▸ Work to be completed
From the entries below, copy every line where the string "lane" appears.

▸ Stored data entries
● ● ● ● ● ● ●

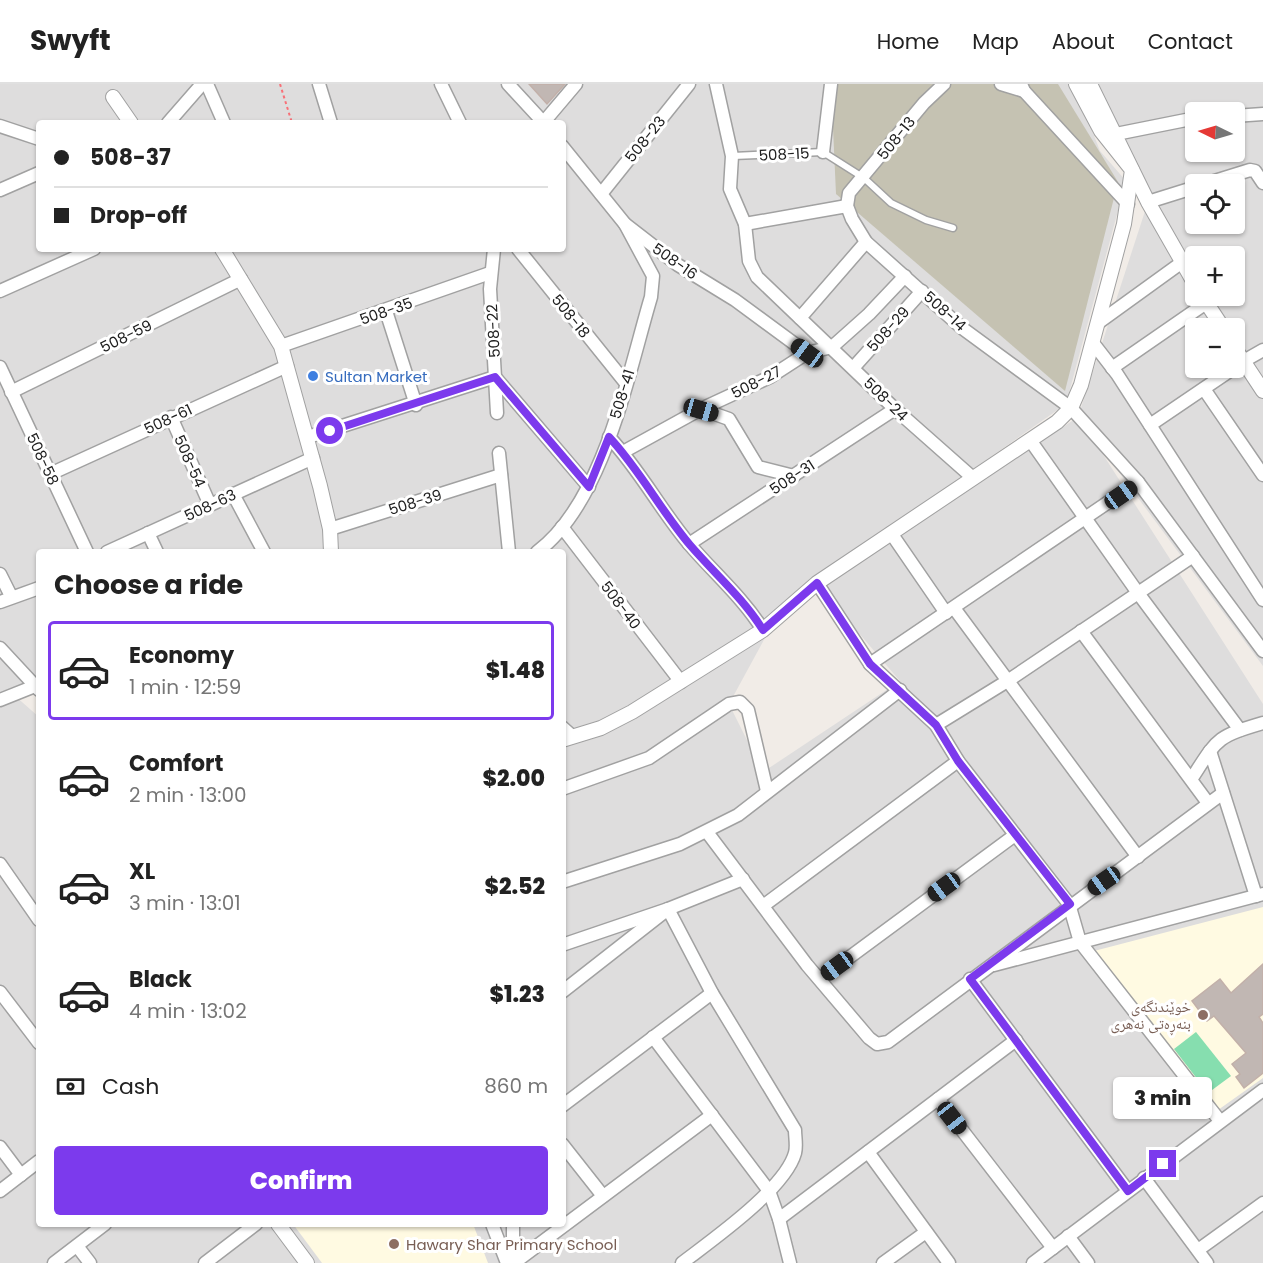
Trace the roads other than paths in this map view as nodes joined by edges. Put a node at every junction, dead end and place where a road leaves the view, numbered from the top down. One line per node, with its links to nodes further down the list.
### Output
1 (204, 84): 18 (street); 19 (street)
2 (319, 84): 20 (street)
3 (441, 84): 21 (street)
4 (508, 84): 22 (street)
5 (576, 84): 23 (street)
6 (689, 84): 38 (street, 508-23)
7 (716, 84): 30 (street, 508-24)
8 (831, 84): 29 (street)
9 (944, 84): 34 (street, 508-13)
10 (1001, 84): 13 (street)
11 (1076, 84): 31 (street)
12 (1090, 84): 26 (street)
13 (1022, 88): 40 (street)
14 (113, 97): 17 (street)
15 (1263, 114): 16 (street)
16 (1245, 115)
17 (128, 120)
18 (171, 120)
19 (222, 120)
20 (331, 120)
21 (459, 120)
22 (540, 120)
23 (546, 120)
24 (1185, 120): 26 (street)
25 (0, 126): 27 (street)
26 (1116, 134): 31 (street)
27 (36, 138)
28 (566, 151): 38 (street, 508-16)
29 (823, 152): 30 (lane, 508-15); 34 (lane, 508-15)
30 (732, 156): 43 (street, 508-24)
31 (1132, 170): 39 (street); 40 (street)
32 (36, 173): 36 (street)
33 (1237, 174): 35 (street)
34 (864, 178): 41 (street, 508-13); 44 (lane, 508-15)
35 (1263, 183)
36 (0, 190)
37 (1185, 190): 39 (street)
38 (602, 194): 42 (street, 508-16)
39 (1148, 202): 50 (street)
40 (1128, 204): 60 (street)
41 (848, 206): 43 (street); 45 (street, 508-14)
42 (625, 224): 65 (street, 508-16); 74 (street, 508-41)
43 (746, 224): 59 (street, 508-24)
44 (952, 228)
45 (866, 242): 53 (street, 508-14); 59 (street)
46 (87, 252): 55 (street)
47 (228, 252): 54 (street)
48 (494, 252): 52 (street, 508-22)
49 (520, 252): 74 (street, 508-18)
50 (1181, 263): 51 (street); 60 (street)
51 (1185, 269)
52 (490, 273): 58 (street, 508-35); 72 (street, 508-22)
53 (905, 276): 56 (street, 508-14); 63 (street, 508-27)
54 (241, 279): 62 (street); 77 (street, 508-59)
55 (0, 291)
56 (922, 291): 68 (street, 508-29); 79 (street, 508-14)
57 (1195, 306): 69 (street)
58 (386, 311): 62 (street, 508-35); 78 (street)
59 (800, 318): 63 (street, 508-24)
60 (1098, 323): 61 (street)
61 (1093, 343): 69 (street); 79 (street)
62 (281, 346): 67 (street)
63 (832, 347): 65 (street, 508-27); 68 (street, 508-24)
64 (1263, 350): 66 (street)
65 (807, 353): 81 (street, 508-27)
66 (1245, 360)
67 (287, 366): 83 (street, 508-61); 85 (street)
68 (854, 367): 80 (street, 508-24)
69 (1112, 368): 84 (street)
70 (1, 370): 77 (street, 508-58)
71 (1245, 373): 76 (street)
72 (495, 377): 78 (street); 82 (street, 508-22); 97 (street)
73 (1219, 378): 75 (street)
74 (625, 382): 86 (street, 508-41)
75 (1204, 389): 84 (street); 93 (street)
76 (1263, 391)
77 (11, 392): 91 (street, 508-58)
78 (416, 405): 85 (street)
79 (1071, 408): 87 (street); 96 (street, 508-14)
80 (895, 409): 94 (street, 508-31); 95 (street, 508-24)
81 (701, 410): 88 (street, 508-27); 94 (street)
82 (497, 414)
83 (171, 417): 91 (street, 508-61); 99 (street, 508-54)
84 (1150, 425): 119 (street)
85 (308, 437): 90 (street)
86 (609, 437): 88 (street); 97 (street, 508-41)
87 (1030, 440): 95 (street); 100 (street)
88 (623, 452): 105 (street)
89 (499, 453): 92 (street)
90 (313, 458): 98 (street, 508-63); 102 (street)
91 (50, 474): 106 (street, 508-58)
92 (501, 475): 102 (street, 508-39); 111 (street)
93 (1263, 475)
94 (794, 476): 105 (street, 508-31)
95 (973, 478): 104 (street)
96 (1138, 482): 100 (street); 113 (street, 508-14)
97 (589, 487): 101 (street, 508-41)
98 (233, 494): 99 (street, 508-63); 109 (street)
99 (210, 505): 103 (street, 508-63)
100 (1087, 519): 116 (street); 120 (street)
101 (562, 527): 112 (street, 508-41); 127 (street, 508-40)
102 (330, 529): 110 (street)
103 (148, 533): 107 (street, 508-63); 108 (street)
104 (891, 533): 115 (street); 120 (street)
105 (689, 544): 121 (street)
106 (86, 549)
107 (113, 549)
108 (156, 549)
109 (262, 549)
110 (331, 549)
111 (509, 549)
112 (540, 549)
113 (1193, 556): 116 (street); 124 (street, 508-14)
114 (0, 574): 118 (street)
115 (817, 583): 121 (street); 125 (street)
116 (1138, 593): 122 (street); 134 (street)
117 (36, 594): 118 (street)
118 (5, 599)
119 (1263, 600)
120 (950, 610): 125 (street); 126 (street)
121 (763, 630): 127 (street)
122 (1081, 631): 126 (street); 138 (street)
123 (0, 648): 128 (street)
124 (1263, 651)
125 (870, 664): 130 (street)
126 (1009, 680): 133 (street); 145 (street)
127 (681, 682): 135 (street)
128 (36, 687)
129 (36, 688): 131 (street)
130 (900, 690): 133 (street); 140 (street)
131 (0, 700)
132 (1263, 723): 134 (street)
133 (936, 725): 137 (street)
134 (1240, 730): 136 (street)
135 (566, 734)
136 (1210, 751): 138 (street); 141 (street)
137 (958, 761): 144 (street); 151 (street)
138 (1192, 778): 142 (street)
139 (566, 788): 140 (street)
140 (767, 791): 143 (street)
141 (1223, 793): 142 (street); 149 (street)
142 (1208, 803): 145 (street)
143 (707, 832): 147 (street); 148 (street)
144 (1015, 835): 150 (street); 157 (street)
145 (1137, 857): 150 (street)
146 (0, 864): 153 (street)
147 (743, 879): 151 (street); 152 (street)
148 (566, 881)
149 (1259, 895): 154 (street)
150 (1070, 904): 154 (street); 156 (street)
151 (763, 906): 157 (street)
152 (668, 909): 155 (street); 159 (street); 161 (street)
153 (36, 916)
154 (1080, 942): 156 (street); 169 (street)
155 (566, 944)
156 (987, 967): 158 (street)
157 (820, 979): 158 (street)
158 (970, 979): 164 (street)
159 (566, 989)
160 (0, 992): 163 (street)
161 (712, 993): 162 (street); 177 (street)
162 (653, 1037): 167 (street); 168 (street)
163 (36, 1040)
164 (1016, 1040): 166 (street); 178 (street)
165 (1263, 1090): 169 (street)
166 (938, 1099): 172 (street); 192 (street)
167 (566, 1103)
168 (712, 1115): 177 (street); 179 (street)
169 (1220, 1120): 175 (street)
170 (0, 1147): 174 (street)
171 (566, 1149): 179 (street)
172 (868, 1152): 181 (street); 189 (street)
173 (36, 1164): 174 (street)
174 (21, 1176): 176 (street)
175 (1144, 1178): 178 (street); 193 (street)
176 (0, 1191)
177 (769, 1191): 181 (street); 194 (street)
178 (1128, 1191): 190 (street)
179 (603, 1196): 182 (street)
180 (1263, 1203): 193 (street)
181 (779, 1219): 202 (street)
182 (566, 1224)
183 (101, 1227): 191 (street)
184 (252, 1227): 197 (street)
185 (280, 1227): 198 (street)
186 (493, 1227): 199 (street)
187 (513, 1227): 200 (street)
188 (561, 1227): 200 (street)
189 (926, 1232): 203 (street); 204 (street)
190 (1068, 1236): 192 (street); 206 (street)
191 (76, 1246): 195 (street); 196 (street)
192 (1053, 1248): 205 (street)
193 (1198, 1250): 207 (street)
194 (694, 1259): 201 (street)
195 (54, 1263)
196 (90, 1263)
197 (205, 1263)
198 (307, 1263)
199 (507, 1263)
200 (513, 1263)
201 (682, 1263)
202 (790, 1263)
203 (883, 1263)
204 (949, 1263)
205 (1033, 1263)
206 (1088, 1263)
207 (1207, 1263)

● ● ● ● ● ● ●

▸ Answer box
29 (823, 152): 30 (lane, 508-15); 34 (lane, 508-15)
34 (864, 178): 41 (street, 508-13); 44 (lane, 508-15)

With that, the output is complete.